Oltre alla quantità di sostanza, il possesso di bilancini di precisione e denaro contante in piccoli tagli, specialmente se occultato, costituisce prova della finalità di vendita.
L’imputato ha sempre diritto alle attenuanti generiche?
No, le attenuanti generiche non sono un diritto e possono essere negate se non vi sono elementi positivi che ne giustifichino la concessione.
Cosa comporta un ricorso inammissibile in Cassazione?
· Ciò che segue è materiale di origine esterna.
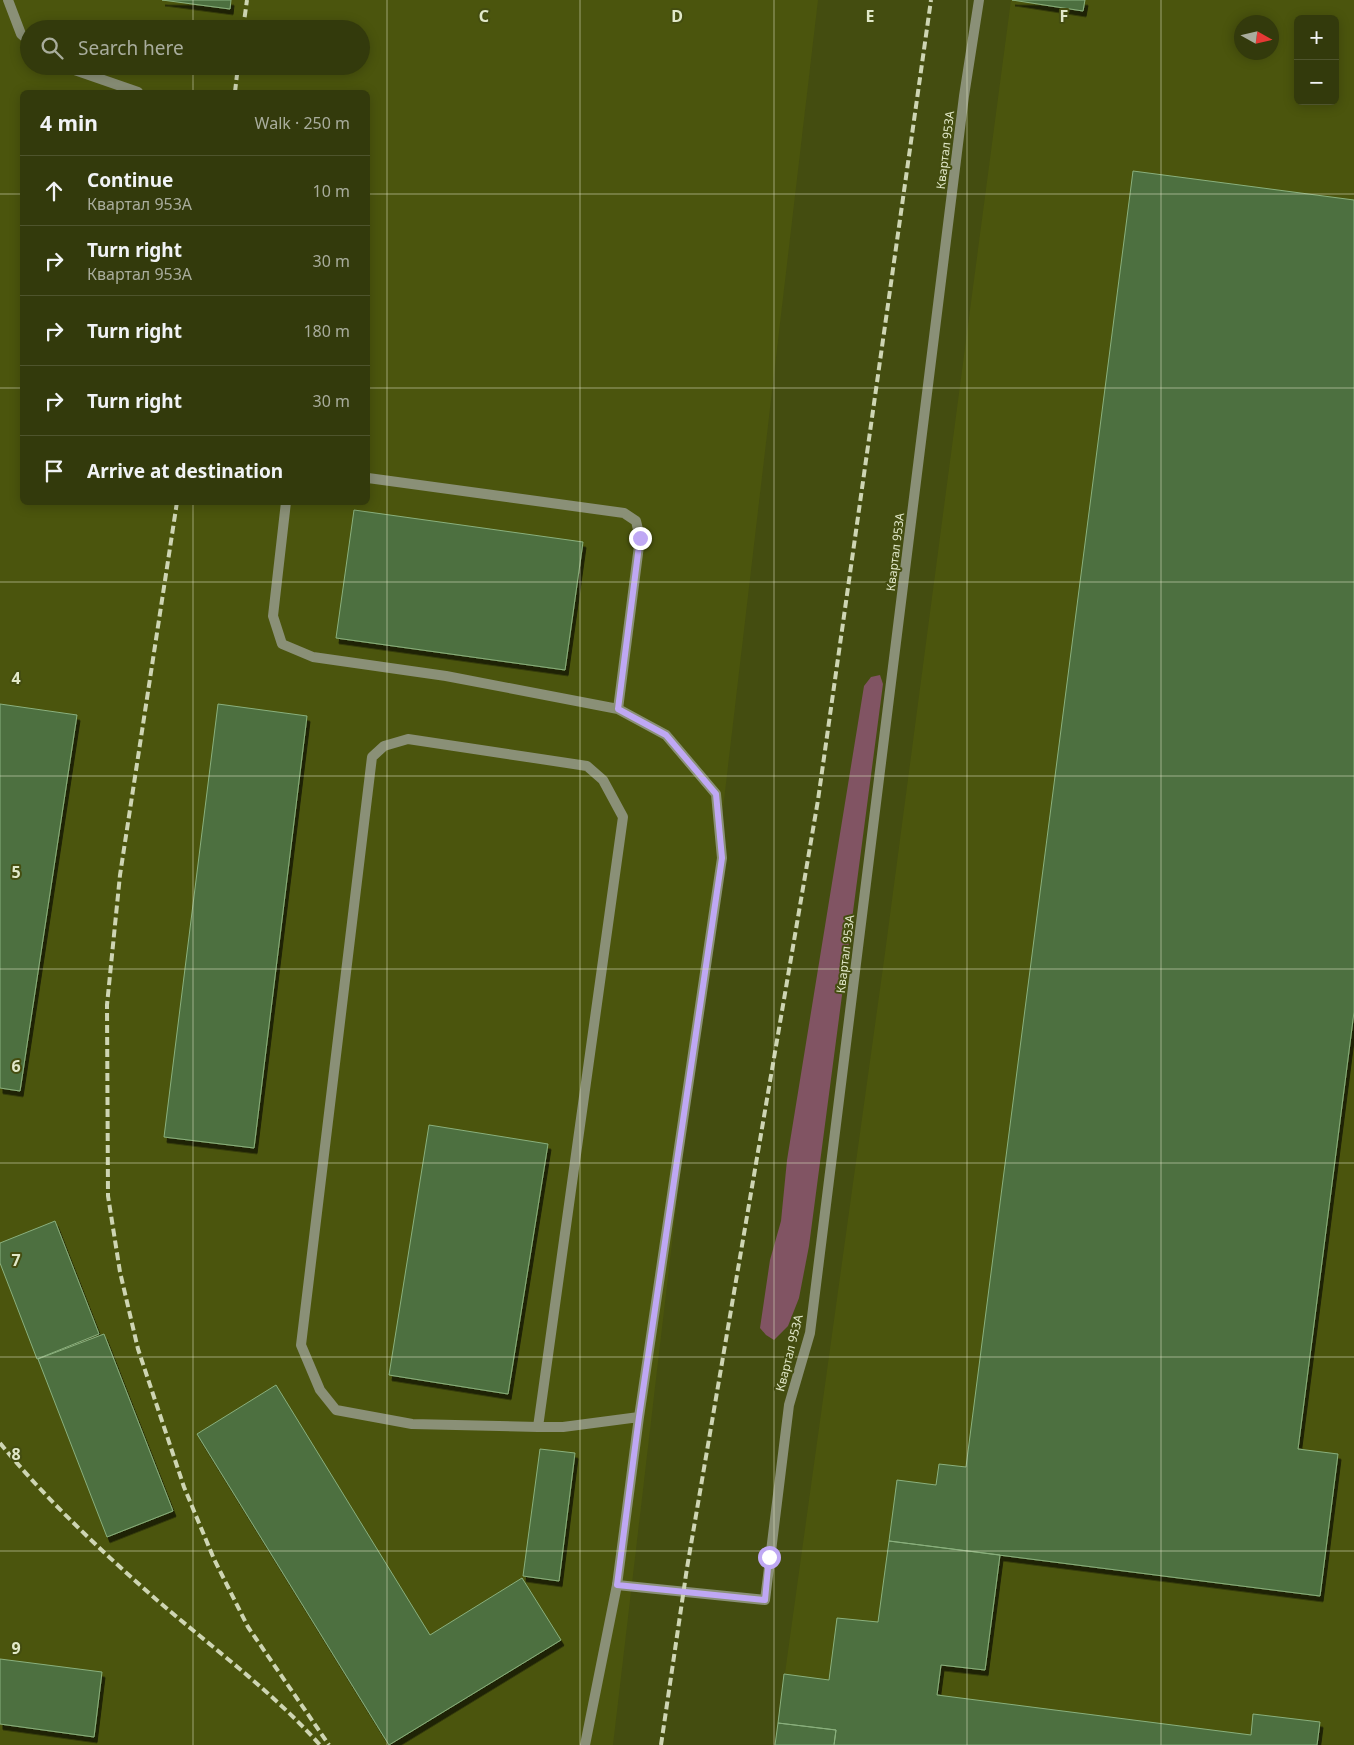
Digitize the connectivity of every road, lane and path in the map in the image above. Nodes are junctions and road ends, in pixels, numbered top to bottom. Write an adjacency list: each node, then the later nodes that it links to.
1 (8, 0): 3 (street)
2 (979, 0): 11 (street, Квартал 953А)
3 (20, 31)
4 (90, 75): 5 (street)
5 (132, 90)
6 (370, 478): 8 (street)
7 (286, 505): 8 (street)
8 (618, 709): 9 (street)
9 (639, 1417): 10 (street); 11 (street)
10 (538, 1427): 10 (street)
11 (617, 1585): 12 (street)
12 (585, 1745)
Comporta la conferma della condanna precedente e l’obbligo di pagare le spese processuali oltre a una sanzione pecuniaria a favore della Cassa delle ammende.
Testo del provvedimento
Ordinanza di Cassazione Penale Sez. 7 Num. 8050 Anno 2026
Penale Ord. Sez. 7 Num. 8050 Anno 2026
Presidente: COGNOME NOME
Relatore: NOME COGNOME NOME
Data Udienza: 06/02/2026
ORDINANZA
sul ricorso proposto da:
COGNOME NOME nato a GIRIFALCO il DATA_NASCITA
avverso la sentenza del 17/03/2025 della CORTE APPELLO dr CATANZARO
dato avviso alle parti;
udita la relazione svolta dal Consigliere NOME COGNOME;
89/RG NUMERO_DOCUMENTO
RITENUTO IN FATTO E CONSIDERATO IN DIRITTO
Letto il ricorso proposto nell’interesse di NOME COGNOME avverso la sentenza in epigraf indicata per il delitto di detenzione di stupefacenti;
esaminati gli atti e il provvedimento impugnato;
ritenuto che i primi due motivi di ricorso sono inammissibili in quanto meramente reiterati di questioni già esaminate e risolte dalla sentenza impugnata che a pag. 3 ha spiegato in modo completo, giuridicamente corretto e non illogico, come la destinazione allo spaccio fosse risulta da plurime circostanze (quantità e qualità di stupefacente sequestrato, il bilancino per pesatura e il denaro ripartito in banconote di piccolo taglio nascoste in un pacco di merendine ritenuto il motivo sul trattamento sanzionatorio generico in quanto le circostanze attenuan generiche, che non sono un diritto dell’imputato, sono state negate perché non sostenute da alcun elemento positivo di supporto e la quantificazione della pena al di sotto dei medi no richiede specifica argomentazione (Sez. 5, n. 3607 del 2/10/2025, Rv. 288953);
rilevato che all’inammissibilità del ricorso conseguono le pronunce di cui all’art. 616 c proc. pen.
P.Q.M.
Dichiara inammissibile il ricorso e condanna il ricorrente al pagamento delle spese processuali e della somma di euro tremila in favore della Cassa delle ammende.